Just out @ Journal of Morphology
Intercentrum versus pleurocentrum growth in early tetrapods: A paleohistological approach
Marylène Danto, Florian Witzmann, Stephanie E. Pierce, Nadia B. Fröbisch
A variety of vertebral centrum morphologies have evolved within early tetrapods which range from multipartite centra consisting of intercentra and pleurocentra in stem-tetrapods, temnospondyls, seymouriamorphs, and anthracosaurs up to monospondylous centra in lepospondyls. With the present study, we aim to determine the formation of both intercentrum and pleurocentrum and asked whether these can be homologized based on their bone histology. Both intercentra and pleurocentra ossified endochondrally and periosteal bone was subsequently deposited on the outer surface of the centra.
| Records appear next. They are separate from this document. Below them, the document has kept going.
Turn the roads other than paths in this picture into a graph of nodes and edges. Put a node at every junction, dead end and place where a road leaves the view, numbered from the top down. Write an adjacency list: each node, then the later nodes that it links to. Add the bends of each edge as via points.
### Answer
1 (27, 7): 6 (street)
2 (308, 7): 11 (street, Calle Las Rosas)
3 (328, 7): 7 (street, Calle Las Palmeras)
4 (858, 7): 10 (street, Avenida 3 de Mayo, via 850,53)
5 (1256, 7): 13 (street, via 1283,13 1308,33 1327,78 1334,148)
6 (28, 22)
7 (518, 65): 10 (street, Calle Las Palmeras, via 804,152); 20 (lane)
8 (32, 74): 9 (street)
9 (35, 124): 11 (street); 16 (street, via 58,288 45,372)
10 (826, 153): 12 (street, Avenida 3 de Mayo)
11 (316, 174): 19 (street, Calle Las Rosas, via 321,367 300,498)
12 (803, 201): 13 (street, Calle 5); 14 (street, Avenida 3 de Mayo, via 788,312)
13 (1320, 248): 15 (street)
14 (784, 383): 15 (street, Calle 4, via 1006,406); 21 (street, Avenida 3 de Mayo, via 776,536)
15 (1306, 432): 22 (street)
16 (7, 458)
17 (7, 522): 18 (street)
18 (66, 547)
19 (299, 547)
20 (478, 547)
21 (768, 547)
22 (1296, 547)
Our observations indicate low histological variation between intercentrum and pleurocentrum in microstructural organization and growth which inhibits the determination of homologies. However, intercentrum and pleurocentrum development differs during ontogeny. As previously assumed, the intercentrum arises from ventrally located and initially paired ossification centers that fuse ventromedially to form the typical, crescentic, rhachitomous intercentrum. In contrast, presacral pleurocentra may be ancestrally represented by four ossification centers: a ventral and a dorsal pair. Subsequently, two divergent developmental patterns are observed: In stem-tetrapods and temnospondyls, the pleurocentrum evolves from the two dorsally located ossification centers which may occasionally fuse to form a dorsal crescent. In some dvinosaurian temnospondyls, the pleurocentrum may even ossify to full rings. In comparison, the pleurocentrum of stem-amniotes (anthracosaurs, chroniosuchids, seymouriamorphs, and lepospondyls) arises from the two ventrally located ossification centers whereby the ossification pattern is almost identical to that of temnospondyls but mirror-inverted. Thus, the ring-shaped pleurocentrum of Discosauriscus ossifies from ventral to dorsal. We also propose that the ossified portions of the intercentrum and pleurocentrum continued as cartilaginous rings or discs that surrounded the notochord in the living animals.